Whether or not duplicates exist in the rotated sorted array in this LeetCode problem can be handled consistently in a single copy of code with O(N) time bound.

That is, one can actually come up with a more general code to handle this LeetCode Rotated Sorted Array problem no matter duplicates exist or not consistently. The code run in O(logN) when no duplicates exists, while run in O(N) in the worst case when there are duplicates. I will analysis the reasons too.

## Problem Definition

Follow up for “Search in Rotated Sorted Array”:
What if duplicates are allowed?

Would this affect the run-time complexity? How and why?

Write a function to determine if a given target is in the array.

## Solution and Analysis

If there are duplicates in the array, then the worst search time has to be linear time. The thing is that when duplicates exists, we cannot easily determine which half is the increasing interval, say 2 2 2 2 2 2 2 2 2 3 2 2, for this case, we cannot tell which half is increasing by just observing the i, mid, j elements. The result is that to correctly determine if the target exists or not, we need to search through both half. Then it becomes actually a linear search.

However, one could still write the same copy of code to give a log(N) bound when there is no duplicates while it becomes O(N) when duplicates appear. The key point is that we can determine the rotated half instead of the increasing half any ways. Now we need to compare Array[i] with Array[mid], we also need to compare Array[mid] with Array[j], if there is no duplicates, then the rotated half must have the the first element is larger than the last element.

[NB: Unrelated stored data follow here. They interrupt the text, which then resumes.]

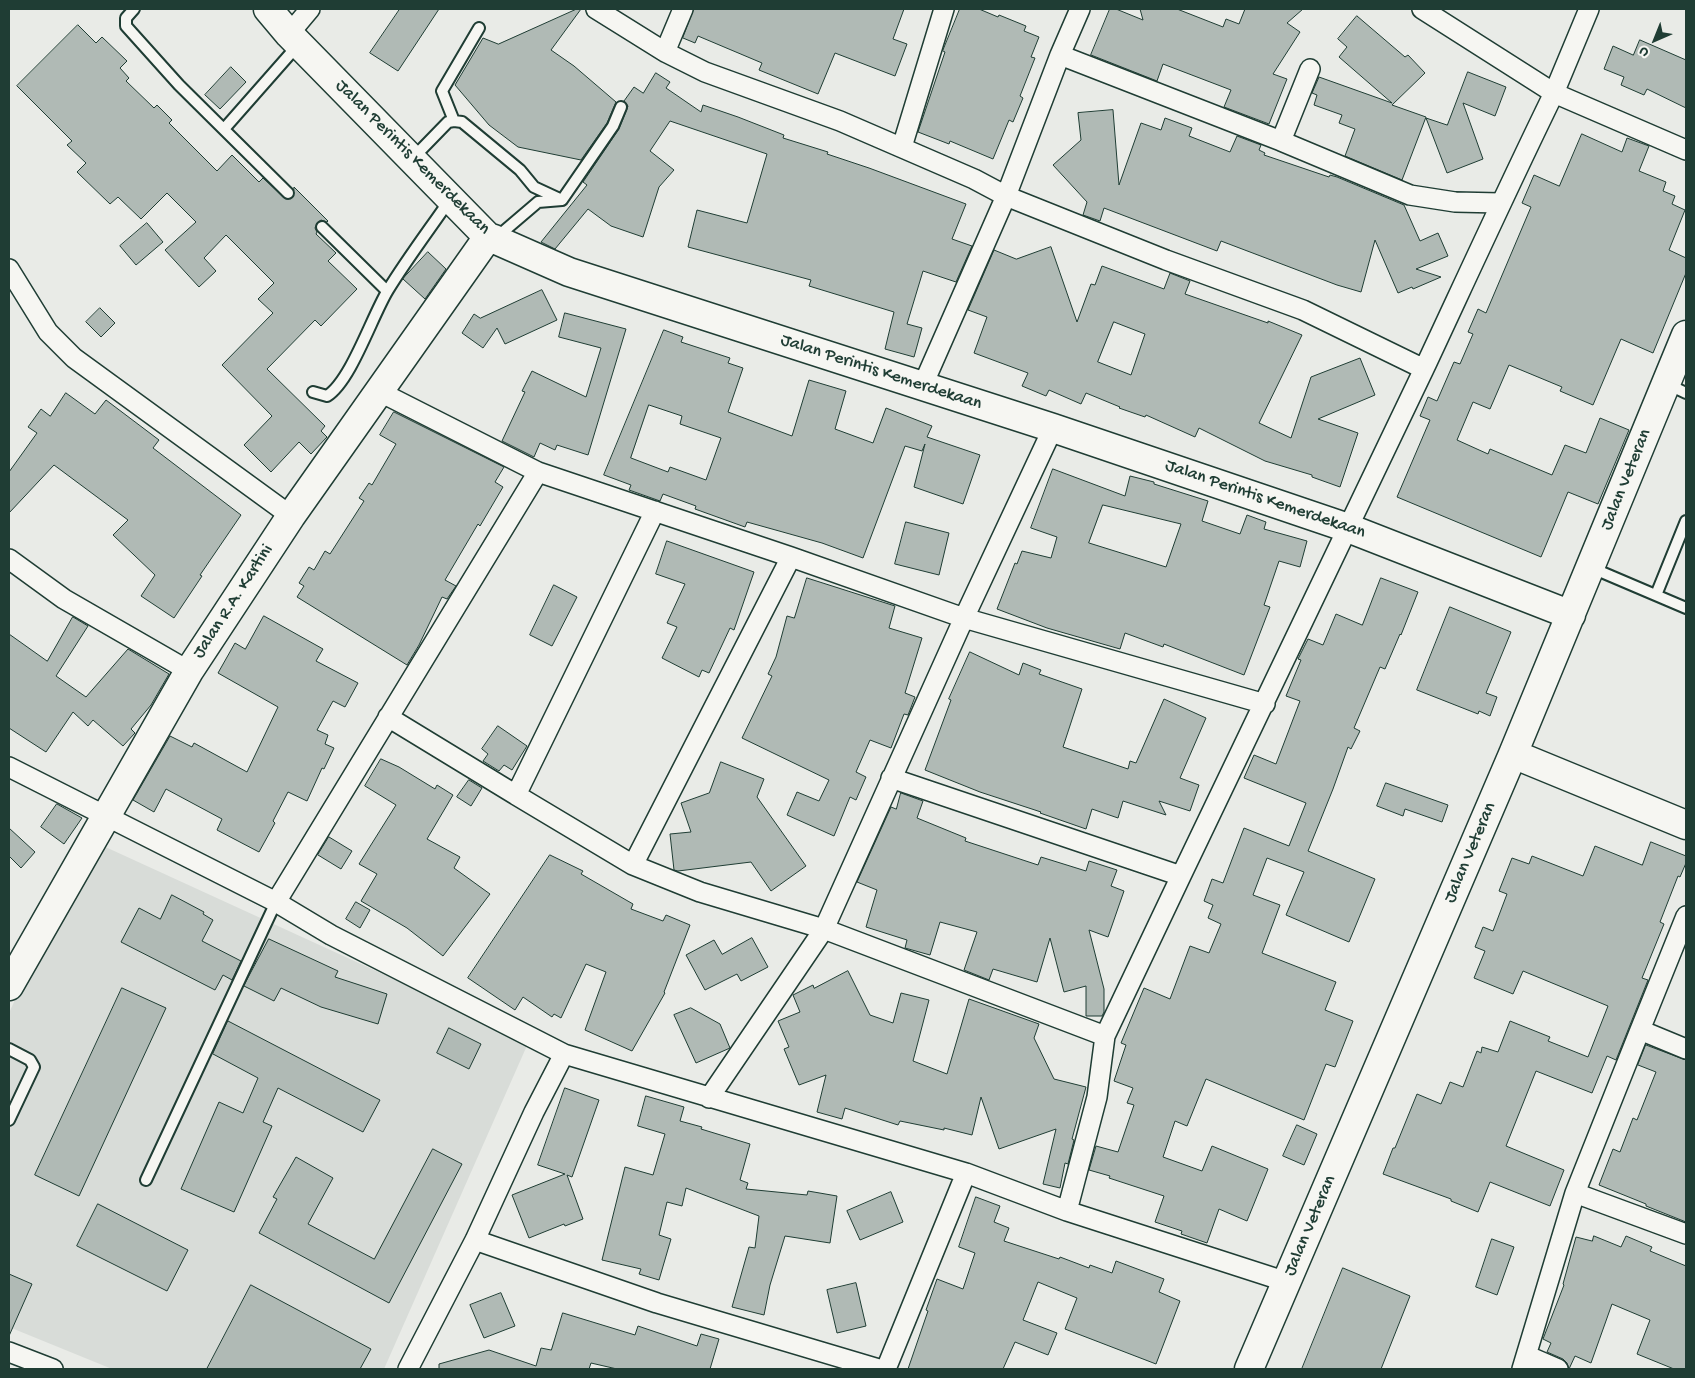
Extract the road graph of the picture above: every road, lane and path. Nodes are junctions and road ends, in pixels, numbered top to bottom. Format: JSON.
{"nodes":[{"id":1,"x":134,"y":9,"type":"edge"},
{"id":2,"x":268,"y":9,"type":"edge"},
{"id":3,"x":310,"y":9,"type":"edge"},
{"id":4,"x":683,"y":9,"type":"edge"},
{"id":5,"x":944,"y":9,"type":"edge"},
{"id":6,"x":1080,"y":9,"type":"edge"},
{"id":7,"x":1422,"y":9,"type":"edge"},
{"id":8,"x":1589,"y":9,"type":"edge"},
{"id":9,"x":600,"y":10,"type":"edge"},
{"id":10,"x":479,"y":28,"type":"dead end"},
{"id":11,"x":294,"y":39,"type":"junction"},
{"id":12,"x":665,"y":52,"type":"junction"},
{"id":13,"x":1060,"y":55,"type":"junction"},
{"id":14,"x":1310,"y":69,"type":"dead end"},
{"id":15,"x":1554,"y":93,"type":"junction"},
{"id":16,"x":621,"y":107,"type":"dead end"},
{"id":17,"x":454,"y":121,"type":"junction"},
{"id":18,"x":224,"y":129,"type":"junction"},
{"id":19,"x":1281,"y":141,"type":"junction"},
{"id":20,"x":902,"y":147,"type":"junction"},
{"id":21,"x":1686,"y":150,"type":"edge"},
{"id":22,"x":413,"y":158,"type":"junction"},
{"id":23,"x":288,"y":193,"type":"dead end"},
{"id":24,"x":1006,"y":196,"type":"junction"},
{"id":25,"x":451,"y":198,"type":"junction"},
{"id":26,"x":562,"y":200,"type":"junction"},
{"id":27,"x":1500,"y":203,"type":"junction"},
{"id":28,"x":322,"y":227,"type":"dead end"},
{"id":29,"x":491,"y":238,"type":"junction"},
{"id":30,"x":9,"y":269,"type":"edge"},
{"id":31,"x":387,"y":291,"type":"junction"},
{"id":32,"x":1686,"y":335,"type":"edge"},
{"id":33,"x":1424,"y":369,"type":"junction"},
{"id":34,"x":922,"y":387,"type":"junction"},
{"id":35,"x":1676,"y":388,"type":"edge"},
{"id":36,"x":378,"y":391,"type":"junction"},
{"id":37,"x":313,"y":392,"type":"dead end"},
{"id":38,"x":1053,"y":428,"type":"junction"},
{"id":39,"x":538,"y":472,"type":"junction"},
{"id":40,"x":655,"y":511,"type":"junction"},
{"id":41,"x":291,"y":516,"type":"junction"},
{"id":42,"x":1686,"y":521,"type":"edge"},
{"id":43,"x":1348,"y":528,"type":"junction"},
{"id":44,"x":791,"y":557,"type":"junction"},
{"id":45,"x":9,"y":559,"type":"edge"},
{"id":46,"x":1591,"y":567,"type":"junction"},
{"id":47,"x":1656,"y":595,"type":"junction"},
{"id":48,"x":1686,"y":608,"type":"edge"},
{"id":49,"x":1571,"y":615,"type":"junction"},
{"id":50,"x":964,"y":618,"type":"junction"},
{"id":51,"x":189,"y":671,"type":"junction"},
{"id":52,"x":1265,"y":704,"type":"junction"},
{"id":53,"x":388,"y":717,"type":"junction"},
{"id":54,"x":1513,"y":754,"type":"junction"},
{"id":55,"x":9,"y":767,"type":"edge"},
{"id":56,"x":891,"y":778,"type":"junction"},
{"id":57,"x":516,"y":795,"type":"junction"},
{"id":58,"x":105,"y":816,"type":"junction"},
{"id":59,"x":1686,"y":825,"type":"edge"},
{"id":60,"x":633,"y":865,"type":"junction"},
{"id":61,"x":1181,"y":876,"type":"junction"},
{"id":62,"x":276,"y":902,"type":"junction"},
{"id":63,"x":1686,"y":916,"type":"edge"},
{"id":64,"x":824,"y":929,"type":"junction"},
{"id":65,"x":10,"y":980,"type":"edge"},
{"id":66,"x":1640,"y":1030,"type":"junction"},
{"id":67,"x":1105,"y":1036,"type":"junction"},
{"id":68,"x":9,"y":1049,"type":"edge"},
{"id":69,"x":1686,"y":1049,"type":"edge"},
{"id":70,"x":564,"y":1054,"type":"junction"},
{"id":71,"x":709,"y":1098,"type":"junction"},
{"id":72,"x":9,"y":1120,"type":"edge"},
{"id":73,"x":966,"y":1173,"type":"junction"},
{"id":74,"x":146,"y":1180,"type":"dead end"},
{"id":75,"x":1575,"y":1192,"type":"junction"},
{"id":76,"x":1067,"y":1212,"type":"junction"},
{"id":77,"x":1686,"y":1234,"type":"edge"},
{"id":78,"x":475,"y":1240,"type":"junction"},
{"id":79,"x":1287,"y":1282,"type":"junction"},
{"id":80,"x":9,"y":1352,"type":"edge"},
{"id":81,"x":1525,"y":1363,"type":"edge"},
{"id":82,"x":53,"y":1369,"type":"edge"},
{"id":83,"x":408,"y":1369,"type":"edge"},
{"id":84,"x":879,"y":1369,"type":"edge"},
{"id":85,"x":886,"y":1369,"type":"edge"},
{"id":86,"x":1249,"y":1369,"type":"edge"},
{"id":87,"x":1558,"y":1369,"type":"edge"}],
"edges":[{"from":1,"to":18,"type":"lane"},
{"from":2,"to":11,"type":"main road","name":"Jalan Perintis Kemerdekaan"},
{"from":3,"to":11,"type":"street"},
{"from":4,"to":12,"type":"street"},
{"from":5,"to":20,"type":"street"},
{"from":6,"to":13,"type":"street"},
{"from":7,"to":15,"type":"street"},
{"from":8,"to":15,"type":"street"},
{"from":9,"to":12,"type":"street"},
{"from":10,"to":17,"type":"lane"},
{"from":11,"to":18,"type":"lane"},
{"from":11,"to":22,"type":"main road","name":"Jalan Perintis Kemerdekaan"},
{"from":12,"to":20,"type":"street"},
{"from":13,"to":19,"type":"street"},
{"from":13,"to":24,"type":"street"},
{"from":14,"to":19,"type":"street"},
{"from":15,"to":21,"type":"street"},
{"from":15,"to":27,"type":"street"},
{"from":16,"to":26,"type":"lane"},
{"from":17,"to":22,"type":"lane"},
{"from":17,"to":26,"type":"lane"},
{"from":18,"to":23,"type":"lane"},
{"from":19,"to":27,"type":"street"},
{"from":20,"to":24,"type":"street"},
{"from":22,"to":25,"type":"main road","name":"Jalan Perintis Kemerdekaan"},
{"from":24,"to":33,"type":"street"},
{"from":24,"to":34,"type":"street"},
{"from":25,"to":29,"type":"main road","name":"Jalan Perintis Kemerdekaan"},
{"from":25,"to":31,"type":"lane"},
{"from":26,"to":29,"type":"lane"},
{"from":27,"to":33,"type":"street"},
{"from":28,"to":31,"type":"lane"},
{"from":29,"to":34,"type":"main road","name":"Jalan Perintis Kemerdekaan"},
{"from":29,"to":36,"type":"main road","name":"Jalan R.A. Kartini"},
{"from":30,"to":41,"type":"street"},
{"from":31,"to":37,"type":"lane"},
{"from":32,"to":35,"type":"main road","name":"Jalan Veteran"},
{"from":33,"to":43,"type":"street"},
{"from":34,"to":38,"type":"main road","name":"Jalan Perintis Kemerdekaan"},
{"from":35,"to":46,"type":"main road","name":"Jalan Veteran"},
{"from":36,"to":39,"type":"street"},
{"from":36,"to":41,"type":"main road","name":"Jalan R.A. Kartini"},
{"from":38,"to":43,"type":"main road","name":"Jalan Perintis Kemerdekaan"},
{"from":38,"to":50,"type":"street"},
{"from":39,"to":40,"type":"street"},
{"from":39,"to":53,"type":"street"},
{"from":40,"to":44,"type":"street"},
{"from":40,"to":57,"type":"street"},
{"from":41,"to":51,"type":"main road","name":"Jalan R.A. Kartini"},
{"from":42,"to":47,"type":"lane"},
{"from":43,"to":49,"type":"main road","name":"Jalan Perintis Kemerdekaan"},
{"from":43,"to":52,"type":"street"},
{"from":44,"to":50,"type":"street"},
{"from":44,"to":60,"type":"street"},
{"from":45,"to":51,"type":"street"},
{"from":46,"to":47,"type":"lane"},
{"from":46,"to":49,"type":"main road","name":"Jalan Veteran"},
{"from":47,"to":48,"type":"lane"},
{"from":49,"to":54,"type":"main road","name":"Jalan Veteran"},
{"from":50,"to":52,"type":"street"},
{"from":50,"to":56,"type":"street"},
{"from":51,"to":58,"type":"main road","name":"Jalan R.A. Kartini"},
{"from":52,"to":61,"type":"street"},
{"from":53,"to":57,"type":"street"},
{"from":53,"to":62,"type":"street"},
{"from":54,"to":59,"type":"main road"},
{"from":54,"to":79,"type":"main road","name":"Jalan Veteran"},
{"from":55,"to":58,"type":"street"},
{"from":56,"to":61,"type":"street"},
{"from":56,"to":64,"type":"street"},
{"from":57,"to":60,"type":"street"},
{"from":58,"to":62,"type":"street"},
{"from":58,"to":65,"type":"main road","name":"Jalan R.A. Kartini"},
{"from":60,"to":64,"type":"street"},
{"from":61,"to":67,"type":"street"},
{"from":62,"to":70,"type":"street"},
{"from":62,"to":74,"type":"lane"},
{"from":63,"to":66,"type":"street"},
{"from":64,"to":67,"type":"street"},
{"from":64,"to":71,"type":"street"},
{"from":66,"to":69,"type":"street"},
{"from":66,"to":75,"type":"street"},
{"from":67,"to":76,"type":"street"},
{"from":68,"to":72,"type":"lane"},
{"from":70,"to":71,"type":"street"},
{"from":70,"to":78,"type":"street"},
{"from":71,"to":73,"type":"street"},
{"from":73,"to":76,"type":"street"},
{"from":73,"to":85,"type":"street"},
{"from":75,"to":77,"type":"street"},
{"from":75,"to":81,"type":"street"},
{"from":76,"to":79,"type":"street"},
{"from":78,"to":83,"type":"street"},
{"from":78,"to":84,"type":"street"},
{"from":79,"to":86,"type":"main road","name":"Jalan Veteran"},
{"from":80,"to":82,"type":"street"},
{"from":81,"to":87,"type":"street"}]}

Then we get to know the other half is the increasing half. Ok, things become the same as in no duplicates case. But if we cannot determine this, like in case 2 2 2 2 2 2 2 2 2 3 2 2, we have to search both half, and it becomes linear search.

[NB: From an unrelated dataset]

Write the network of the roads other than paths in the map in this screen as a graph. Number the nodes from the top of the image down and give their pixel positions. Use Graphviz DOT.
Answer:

Update: The way to determine if a linear scan needs to be adopted is to test if(Array[i] == Array[mid] && Array[j] == Array[mid]), if so, then we directly go to use linear scan, if not, we follow the binary search scheme.

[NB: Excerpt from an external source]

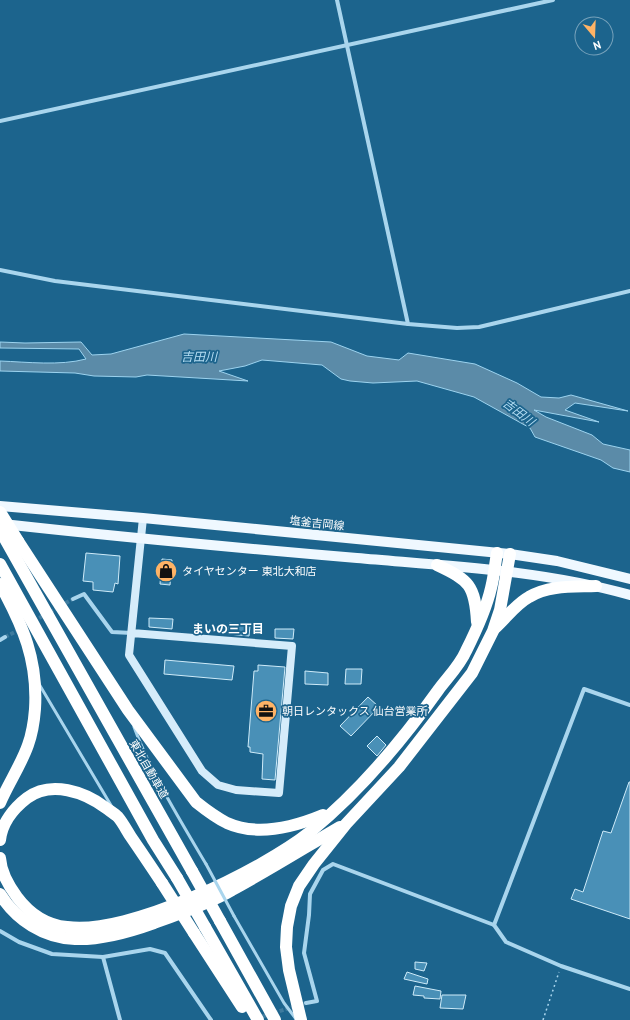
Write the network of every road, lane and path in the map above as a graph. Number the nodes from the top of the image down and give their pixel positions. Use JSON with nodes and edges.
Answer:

## Source Code Pass Both the Two Problem Tests

The following same source code is accepted by the LeetCode Oj for the Search in Rotated Sorted Array, both I and II, with or without duplicates:

```int search(int A[], int n, int target) {
int lo = 0, hi = n - 1;
int mid = 0;

while (lo <= hi) {
mid = lo + (hi - lo) / 2;
if (A[mid] == target)
return mid;

if (A[mid] < A[hi] && target <= A[hi] && target > A[mid])
lo = mid + 1;
else if (A[mid] > A[lo] && target < A[mid] && target >= A[lo])
hi = mid - 1;
else if (A[mid] < A[hi])
hi = mid - 1;
else if (A[mid] > A[lo])
lo = mid + 1;
else {
if (A[mid] == A[lo])++lo;
if (A[mid] == A[hi])--hi;
}
}
return -1;
}
```

## Summary

A consistent and compact code is given to solve LeetCode Search in Rotated Sorted Array problem Whether or not duplicates exist in O(N) time. Actually, this piece of code run in O(logN) when no duplicates exist and only run in O(N) when duplicates exist. This fact about the code is quite pleasing.